La très grande majorité des couturières est issue du milieu qui comprend les sous-officiers et les soldats ainsi que les artisans divers, les petits commerçants et les habitants. Peu d’entre elles proviennent du secteur de l’alimentation et aucun père de couturière n’est employé de l’administration coloniale. Il y a toutefois deux filles issues de la vieille noblesse d’épée et huit provenant de la petite bourgeoisie (la chercheuse a rencontré dans les actes des mentions de « bourgeois » pour des individus non retenus par Charles Simo Noguera. C’est le cas d’Étienne Trudeau et de Charles Cabazier qui ont épousé Marie Bleau et Marguerite Renaud). Parmi les pères de la première génération, il y a un marchand, deux soldats, sept artisans, un boucher et deux seigneurs de fiefs. Le premier seigneur, Jean Lemoine de Sainte-Marie, est désigné comme « habitant ». Il est établi à La Pérade, mais il ne cultive pas lui-même la terre et semble participer à la traite des fourrures.

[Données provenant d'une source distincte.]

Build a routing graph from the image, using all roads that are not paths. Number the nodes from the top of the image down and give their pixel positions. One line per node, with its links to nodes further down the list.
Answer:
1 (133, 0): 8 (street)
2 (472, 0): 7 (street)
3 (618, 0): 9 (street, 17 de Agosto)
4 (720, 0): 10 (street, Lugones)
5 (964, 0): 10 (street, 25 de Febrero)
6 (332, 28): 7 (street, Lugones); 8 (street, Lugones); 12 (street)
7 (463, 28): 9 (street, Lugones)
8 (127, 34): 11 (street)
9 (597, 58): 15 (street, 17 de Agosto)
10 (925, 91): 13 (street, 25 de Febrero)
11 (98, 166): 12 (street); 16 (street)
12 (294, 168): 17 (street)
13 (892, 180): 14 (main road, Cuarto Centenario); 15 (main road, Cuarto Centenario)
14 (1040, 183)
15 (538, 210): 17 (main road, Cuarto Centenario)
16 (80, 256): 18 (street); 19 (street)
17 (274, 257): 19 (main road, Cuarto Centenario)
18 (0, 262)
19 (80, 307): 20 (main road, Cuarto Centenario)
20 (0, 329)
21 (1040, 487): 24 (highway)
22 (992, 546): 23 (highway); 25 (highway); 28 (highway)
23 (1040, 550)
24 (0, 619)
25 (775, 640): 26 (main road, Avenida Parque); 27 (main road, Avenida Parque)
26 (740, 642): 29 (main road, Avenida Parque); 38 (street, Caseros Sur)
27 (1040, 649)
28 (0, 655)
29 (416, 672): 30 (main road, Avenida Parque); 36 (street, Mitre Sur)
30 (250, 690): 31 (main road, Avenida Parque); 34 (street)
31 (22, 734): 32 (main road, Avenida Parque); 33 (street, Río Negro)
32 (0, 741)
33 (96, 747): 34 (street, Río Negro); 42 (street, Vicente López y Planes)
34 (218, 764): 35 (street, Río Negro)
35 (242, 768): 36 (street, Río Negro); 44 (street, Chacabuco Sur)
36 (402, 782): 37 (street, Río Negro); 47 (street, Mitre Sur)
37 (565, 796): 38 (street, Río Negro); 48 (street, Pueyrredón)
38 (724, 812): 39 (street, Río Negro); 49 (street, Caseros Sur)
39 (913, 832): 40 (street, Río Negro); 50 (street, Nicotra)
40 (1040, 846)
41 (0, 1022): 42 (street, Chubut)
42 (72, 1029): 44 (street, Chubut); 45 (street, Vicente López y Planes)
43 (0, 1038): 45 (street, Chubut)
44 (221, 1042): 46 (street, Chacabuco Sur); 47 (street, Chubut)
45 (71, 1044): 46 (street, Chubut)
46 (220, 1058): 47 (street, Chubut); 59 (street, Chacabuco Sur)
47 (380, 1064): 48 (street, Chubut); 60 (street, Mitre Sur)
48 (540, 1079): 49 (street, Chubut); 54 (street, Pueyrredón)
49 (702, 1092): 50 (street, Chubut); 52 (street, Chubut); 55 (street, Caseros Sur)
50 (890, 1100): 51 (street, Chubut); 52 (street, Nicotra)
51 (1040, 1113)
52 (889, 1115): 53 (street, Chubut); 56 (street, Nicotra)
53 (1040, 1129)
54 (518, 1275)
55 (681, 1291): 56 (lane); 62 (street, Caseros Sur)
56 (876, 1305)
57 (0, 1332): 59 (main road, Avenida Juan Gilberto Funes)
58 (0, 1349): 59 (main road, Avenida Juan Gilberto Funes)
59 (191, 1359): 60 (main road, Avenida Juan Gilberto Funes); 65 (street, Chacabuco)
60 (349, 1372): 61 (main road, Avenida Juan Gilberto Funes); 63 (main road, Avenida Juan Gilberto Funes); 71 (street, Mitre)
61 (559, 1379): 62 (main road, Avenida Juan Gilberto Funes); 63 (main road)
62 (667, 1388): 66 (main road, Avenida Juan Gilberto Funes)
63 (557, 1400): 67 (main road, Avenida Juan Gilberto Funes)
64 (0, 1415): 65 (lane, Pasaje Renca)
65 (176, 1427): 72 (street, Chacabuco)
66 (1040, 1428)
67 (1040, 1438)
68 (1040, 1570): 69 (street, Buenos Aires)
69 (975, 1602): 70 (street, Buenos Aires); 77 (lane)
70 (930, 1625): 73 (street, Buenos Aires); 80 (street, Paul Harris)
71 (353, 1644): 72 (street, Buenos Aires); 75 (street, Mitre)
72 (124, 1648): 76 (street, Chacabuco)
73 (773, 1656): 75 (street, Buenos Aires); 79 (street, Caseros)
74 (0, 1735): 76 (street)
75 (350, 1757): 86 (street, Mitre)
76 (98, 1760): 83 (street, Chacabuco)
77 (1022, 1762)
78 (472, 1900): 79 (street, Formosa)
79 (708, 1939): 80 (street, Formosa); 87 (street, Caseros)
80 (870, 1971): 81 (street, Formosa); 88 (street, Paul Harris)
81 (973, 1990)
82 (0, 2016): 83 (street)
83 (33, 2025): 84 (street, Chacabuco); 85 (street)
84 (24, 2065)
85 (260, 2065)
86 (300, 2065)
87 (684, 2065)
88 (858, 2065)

Plusieurs « habitants » se seraient installés dans cette région afin de pouvoir commercer plus librement qu’à Trois-Rivières. C’est ce que suggère l’inventaire après décès de la maison fortifiée de Jacques Baby et Jeanne Dandonneau. Au recensement de 1681, Jean Lemoine a trois engagés qui ont entre 28 et 49 ans. Le deuxième seigneur, Michel Guyon Durouvray, est maître charpentier de navires. Parmi les pères de la deuxième cohorte, on retrouve un marchand, trois engageurs, un seigneur de fief et un officier militaire de la liste de Lorraine Gadoury (tous du premier groupe social).

Le commandant Alphonse de Tonty a été très engagé dans la traite des fourrures. Le père de Josèphe Guyon Després est qualifié de seigneur primitif de l’arrière – fief Du Buisson, de marchand de fourrures et de « bourgeois » dans les documents. Le plus grand nombre d’anciens domestiques et d’habitants se retrouvent à la deuxième génération. Les domestiques, les soldats et un habitant de cette génération exercent généralement une autre activité après leur installation définitive.

(Suzanne Gousse. Les Couturières de Montréal au XVIIIe siècle. Les éditions de Septentrion, 1300, avenue Maguire, Québec G1T 1Z3, 2013.)